Entries taken from a collection
▼▼▼
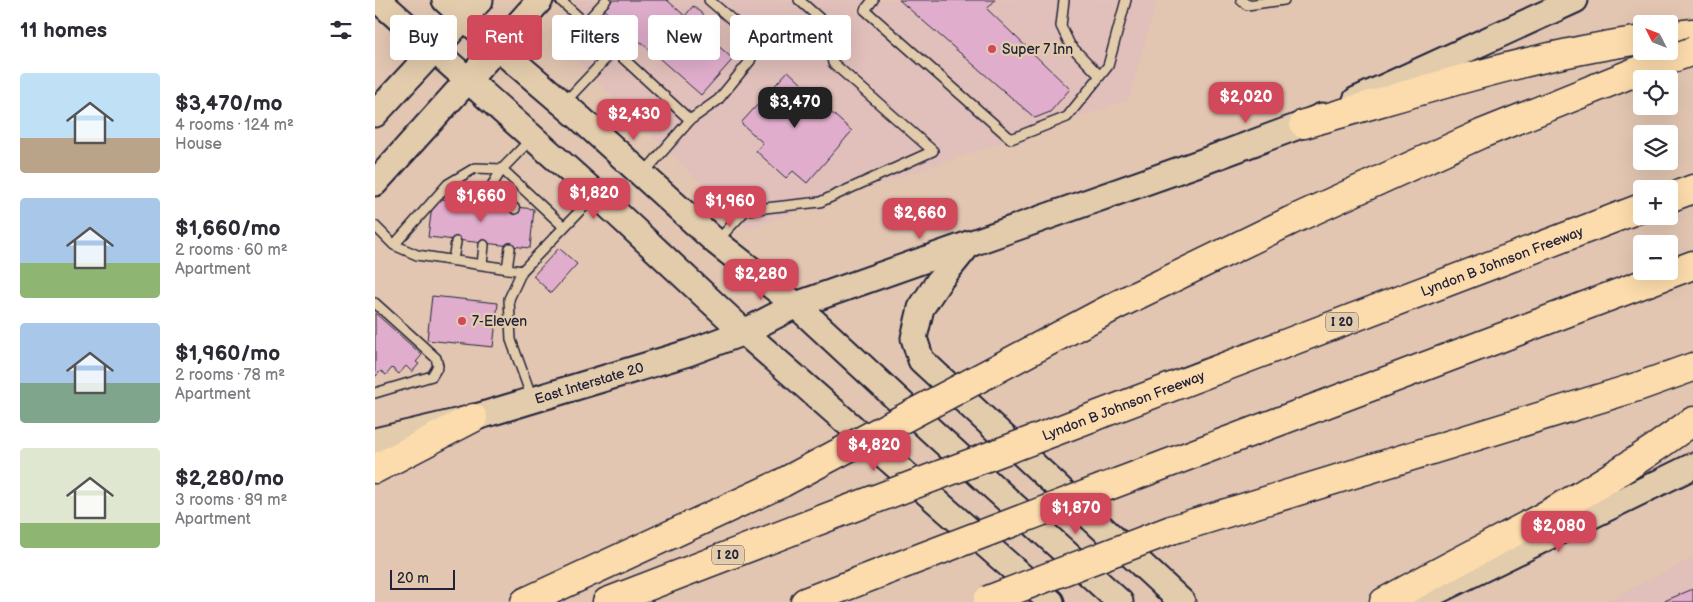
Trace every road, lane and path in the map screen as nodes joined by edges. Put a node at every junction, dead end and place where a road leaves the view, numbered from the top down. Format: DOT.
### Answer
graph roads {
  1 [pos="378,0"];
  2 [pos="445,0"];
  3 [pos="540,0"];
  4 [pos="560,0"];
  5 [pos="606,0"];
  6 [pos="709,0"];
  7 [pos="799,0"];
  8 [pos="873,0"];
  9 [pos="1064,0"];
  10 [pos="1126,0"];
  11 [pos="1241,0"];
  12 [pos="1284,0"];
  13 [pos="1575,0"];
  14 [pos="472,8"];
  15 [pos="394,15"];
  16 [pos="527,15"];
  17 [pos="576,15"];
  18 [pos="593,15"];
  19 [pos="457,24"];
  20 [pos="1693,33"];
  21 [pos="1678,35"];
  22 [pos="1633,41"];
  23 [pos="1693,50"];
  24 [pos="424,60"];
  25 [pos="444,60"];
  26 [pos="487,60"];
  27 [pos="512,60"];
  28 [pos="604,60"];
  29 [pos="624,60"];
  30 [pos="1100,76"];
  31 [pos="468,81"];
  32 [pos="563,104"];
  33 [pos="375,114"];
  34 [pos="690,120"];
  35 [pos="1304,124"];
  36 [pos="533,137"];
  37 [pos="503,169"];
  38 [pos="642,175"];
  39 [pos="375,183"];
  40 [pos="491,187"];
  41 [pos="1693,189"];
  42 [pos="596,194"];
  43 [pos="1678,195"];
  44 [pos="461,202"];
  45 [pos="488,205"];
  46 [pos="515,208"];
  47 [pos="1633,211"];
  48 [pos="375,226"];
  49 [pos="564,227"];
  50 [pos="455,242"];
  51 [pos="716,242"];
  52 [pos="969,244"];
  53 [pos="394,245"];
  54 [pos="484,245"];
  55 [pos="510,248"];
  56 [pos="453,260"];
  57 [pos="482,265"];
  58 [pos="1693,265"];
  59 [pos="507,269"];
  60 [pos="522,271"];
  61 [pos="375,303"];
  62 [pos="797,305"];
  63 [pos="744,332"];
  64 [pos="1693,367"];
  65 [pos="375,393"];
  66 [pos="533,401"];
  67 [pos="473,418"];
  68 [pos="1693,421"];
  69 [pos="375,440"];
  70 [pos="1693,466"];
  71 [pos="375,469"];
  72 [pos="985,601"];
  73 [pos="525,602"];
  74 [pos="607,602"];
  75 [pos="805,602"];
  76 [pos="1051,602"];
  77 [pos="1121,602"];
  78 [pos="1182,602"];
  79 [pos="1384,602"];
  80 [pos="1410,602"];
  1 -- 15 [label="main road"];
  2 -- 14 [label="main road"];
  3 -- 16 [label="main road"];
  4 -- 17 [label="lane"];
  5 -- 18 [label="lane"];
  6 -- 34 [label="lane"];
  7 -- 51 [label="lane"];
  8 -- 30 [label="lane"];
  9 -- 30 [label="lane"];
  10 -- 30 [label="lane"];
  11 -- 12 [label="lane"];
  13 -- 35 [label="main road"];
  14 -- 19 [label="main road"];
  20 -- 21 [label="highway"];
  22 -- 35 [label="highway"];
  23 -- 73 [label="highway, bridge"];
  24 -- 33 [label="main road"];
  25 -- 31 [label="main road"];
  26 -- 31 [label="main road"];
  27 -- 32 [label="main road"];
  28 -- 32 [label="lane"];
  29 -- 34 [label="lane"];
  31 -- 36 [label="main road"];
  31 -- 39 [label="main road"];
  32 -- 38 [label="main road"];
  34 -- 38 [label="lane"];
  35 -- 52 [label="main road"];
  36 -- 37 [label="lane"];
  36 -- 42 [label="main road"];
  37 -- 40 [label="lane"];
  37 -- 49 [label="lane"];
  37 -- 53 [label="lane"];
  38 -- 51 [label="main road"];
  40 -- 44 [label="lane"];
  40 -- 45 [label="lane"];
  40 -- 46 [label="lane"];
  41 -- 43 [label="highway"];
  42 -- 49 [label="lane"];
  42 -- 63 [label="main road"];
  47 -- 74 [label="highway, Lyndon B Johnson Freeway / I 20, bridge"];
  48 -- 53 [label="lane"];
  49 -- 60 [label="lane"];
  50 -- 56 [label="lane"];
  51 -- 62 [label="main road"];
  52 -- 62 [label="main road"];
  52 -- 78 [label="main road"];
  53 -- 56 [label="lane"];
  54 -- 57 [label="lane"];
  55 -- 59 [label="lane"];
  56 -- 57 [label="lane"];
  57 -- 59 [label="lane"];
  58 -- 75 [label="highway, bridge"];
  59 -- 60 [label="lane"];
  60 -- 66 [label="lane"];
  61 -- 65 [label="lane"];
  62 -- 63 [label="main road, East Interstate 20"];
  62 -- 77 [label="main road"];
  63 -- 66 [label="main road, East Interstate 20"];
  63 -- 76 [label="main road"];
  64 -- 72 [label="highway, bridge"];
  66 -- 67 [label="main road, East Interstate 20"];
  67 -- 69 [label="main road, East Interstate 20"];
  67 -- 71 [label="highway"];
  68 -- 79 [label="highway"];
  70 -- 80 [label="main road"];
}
▲▲▲
- _Aim of the exercise_
Your reply is to be the number of lines above in which the word "highway" appears, and nothing else.

- _Worked solution_
9